A meu entender, é escusado cavar mais fundo e querer ver coisas
onde não existem, se nos basta a solidez da realidade, porquê esta vontade
danada de procurar mais para além do que as impressões visuais nos
oferecem?Para quê sujeitarmo-nos a uma série de questões se nunca vamos
encontrar uma resposta que nos satisfaça?Questionarmo-nos acerca de tudo
o que nos rodeia é deixarmo-nos na total ignorância, porque nós somos uns
eternos insatisfeitos, por isso, é preferível deixarmo-nos ficar neste viver
onde não andamos de olhos vendados, mas sim, de olhos bem abertos a
tudo o que passa e fica, reparando de facto.
Portanto, o “poeta antimetafísico” vê as coisas como se não tivessem
dentro, por mais que o “dentro” seja demasiado tentador, ele evita buscar o
que os seus sentidos não conseguem captar directamente, então, agrada-se
com o que há de “fora”, de “exterior” nas coisas como a cor, o movimento,
a forma e a textura.
Os seus sentidos, nomeadamente a visão, a audição e o tacto, estão
activos, prontos para captarem a qualquer instante tudo o que seja palpável
e natural.
Relativamente à última estrofe, Caeiro quer subir a um patamar um
tanto difícil, quer alcançar o olhar de uma criança. Passo a explicar, ele
quer manter o pasmo essencial, o mesmo que as crianças têm quando vêem
as coisas pela primeira vez. Aqui está o desejo de manter a “eterna
novidade do mundo”.
Mas isso exige um trabalho duro por parte do poeta, “uma aprendizagem de
desaprender”,a partir deste paradoxo, percebemos que ele terá que partir do
zero, despir toda a cultura, esquecer-se de ser, esquecer o modo de pensar
que a sociedade impôs, ignorar que outrora fomos moldados com uma série
de ideias fixas, supostas verdades absolutas e preconceitos que nos levam a
crer num determinado modo de ver o mundo, só assim é que deixará de
olhar para reparar e de ouvir para escutar.

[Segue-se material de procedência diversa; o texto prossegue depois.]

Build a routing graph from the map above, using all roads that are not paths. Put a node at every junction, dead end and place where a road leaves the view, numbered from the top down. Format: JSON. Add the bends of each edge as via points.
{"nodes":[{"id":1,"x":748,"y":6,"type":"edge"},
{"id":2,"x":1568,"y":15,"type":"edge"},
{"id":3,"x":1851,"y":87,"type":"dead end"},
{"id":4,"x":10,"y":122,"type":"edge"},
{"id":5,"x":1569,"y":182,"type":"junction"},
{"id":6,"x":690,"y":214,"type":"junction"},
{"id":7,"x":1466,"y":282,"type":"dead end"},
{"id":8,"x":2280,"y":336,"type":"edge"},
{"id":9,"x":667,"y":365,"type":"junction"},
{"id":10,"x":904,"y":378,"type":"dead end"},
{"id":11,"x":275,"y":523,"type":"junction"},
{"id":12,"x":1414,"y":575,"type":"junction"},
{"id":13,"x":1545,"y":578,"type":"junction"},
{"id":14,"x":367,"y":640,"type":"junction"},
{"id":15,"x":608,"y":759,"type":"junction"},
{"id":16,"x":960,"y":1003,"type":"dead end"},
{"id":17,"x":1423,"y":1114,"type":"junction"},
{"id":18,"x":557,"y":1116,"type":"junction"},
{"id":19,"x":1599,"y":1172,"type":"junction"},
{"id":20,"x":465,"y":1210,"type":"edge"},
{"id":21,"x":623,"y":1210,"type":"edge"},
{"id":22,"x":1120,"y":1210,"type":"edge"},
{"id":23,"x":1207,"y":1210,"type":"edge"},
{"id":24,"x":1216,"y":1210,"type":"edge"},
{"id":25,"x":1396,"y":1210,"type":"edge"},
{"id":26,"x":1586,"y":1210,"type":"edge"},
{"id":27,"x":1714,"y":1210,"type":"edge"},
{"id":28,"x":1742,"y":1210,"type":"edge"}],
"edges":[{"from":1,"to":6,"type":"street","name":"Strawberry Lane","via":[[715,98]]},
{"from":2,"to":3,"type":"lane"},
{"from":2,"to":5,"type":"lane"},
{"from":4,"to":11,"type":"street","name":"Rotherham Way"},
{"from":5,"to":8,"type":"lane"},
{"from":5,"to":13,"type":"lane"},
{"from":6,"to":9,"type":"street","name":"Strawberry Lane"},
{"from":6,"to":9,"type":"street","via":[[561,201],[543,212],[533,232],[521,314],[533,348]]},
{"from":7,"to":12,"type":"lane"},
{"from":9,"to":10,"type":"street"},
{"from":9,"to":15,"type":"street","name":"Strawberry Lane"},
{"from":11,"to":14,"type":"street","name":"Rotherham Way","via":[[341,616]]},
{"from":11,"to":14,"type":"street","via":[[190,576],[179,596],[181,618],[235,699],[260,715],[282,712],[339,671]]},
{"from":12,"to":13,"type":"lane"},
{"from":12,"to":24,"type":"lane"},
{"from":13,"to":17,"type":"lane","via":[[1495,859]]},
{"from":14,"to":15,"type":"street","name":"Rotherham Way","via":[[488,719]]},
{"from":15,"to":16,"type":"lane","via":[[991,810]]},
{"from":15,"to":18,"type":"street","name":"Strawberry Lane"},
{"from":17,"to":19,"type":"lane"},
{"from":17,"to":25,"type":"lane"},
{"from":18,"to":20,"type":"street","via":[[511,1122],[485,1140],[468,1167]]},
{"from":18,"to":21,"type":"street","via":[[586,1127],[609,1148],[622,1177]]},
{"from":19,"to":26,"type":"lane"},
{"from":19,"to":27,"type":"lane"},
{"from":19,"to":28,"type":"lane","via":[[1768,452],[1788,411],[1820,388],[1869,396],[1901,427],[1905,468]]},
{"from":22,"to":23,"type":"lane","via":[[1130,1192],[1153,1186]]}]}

Portanto, o Argonauta das Sensações verdadeiras, para manter o pasmo e
conseguir usufruir realmente das sensações e aproximar-se o mais possível
da Natureza que tanto ama, terá que se isolar, abdicar do contacto humano.
A liberdade que Caeiro necessita implica perder as tradições humanas, a
educação que recebemos, esquecer, por assim dizer, o que resta de humano
nele. Por isso a dada altura ele diz: “…E uma sequestração na liberdade
daquele convento”, o convento refere-se á solidão. Só ignorando o passado,
todas as experiências anteriores, é que nos sentimos dispostos a aprender de
novo.
De facto, conseguimos ver que há uma teoria, um plano arquitectado
para conseguir alcançar os desejos deste simples homem, mas na tentativa
de passar tudo isto para a prática ele depara-se com o grande obstáculo que
é nada mais nada menos que a “alma vestida”.
Quanto aos três últimos versos, o autor pretende revelar a sua
posição contra o acto de atribuir nomes às coisas, as coisas são o que são, e
dizer que as estrelas são as freiras eternas é deixar recair sobre as coisas a
subjectividade, algo que Caeiro recusa de todo.
Em suma, Alberto Caeiro pretende usufruir das sensações que derivam da
contemplação da Natureza sem a intervenção do pensamento.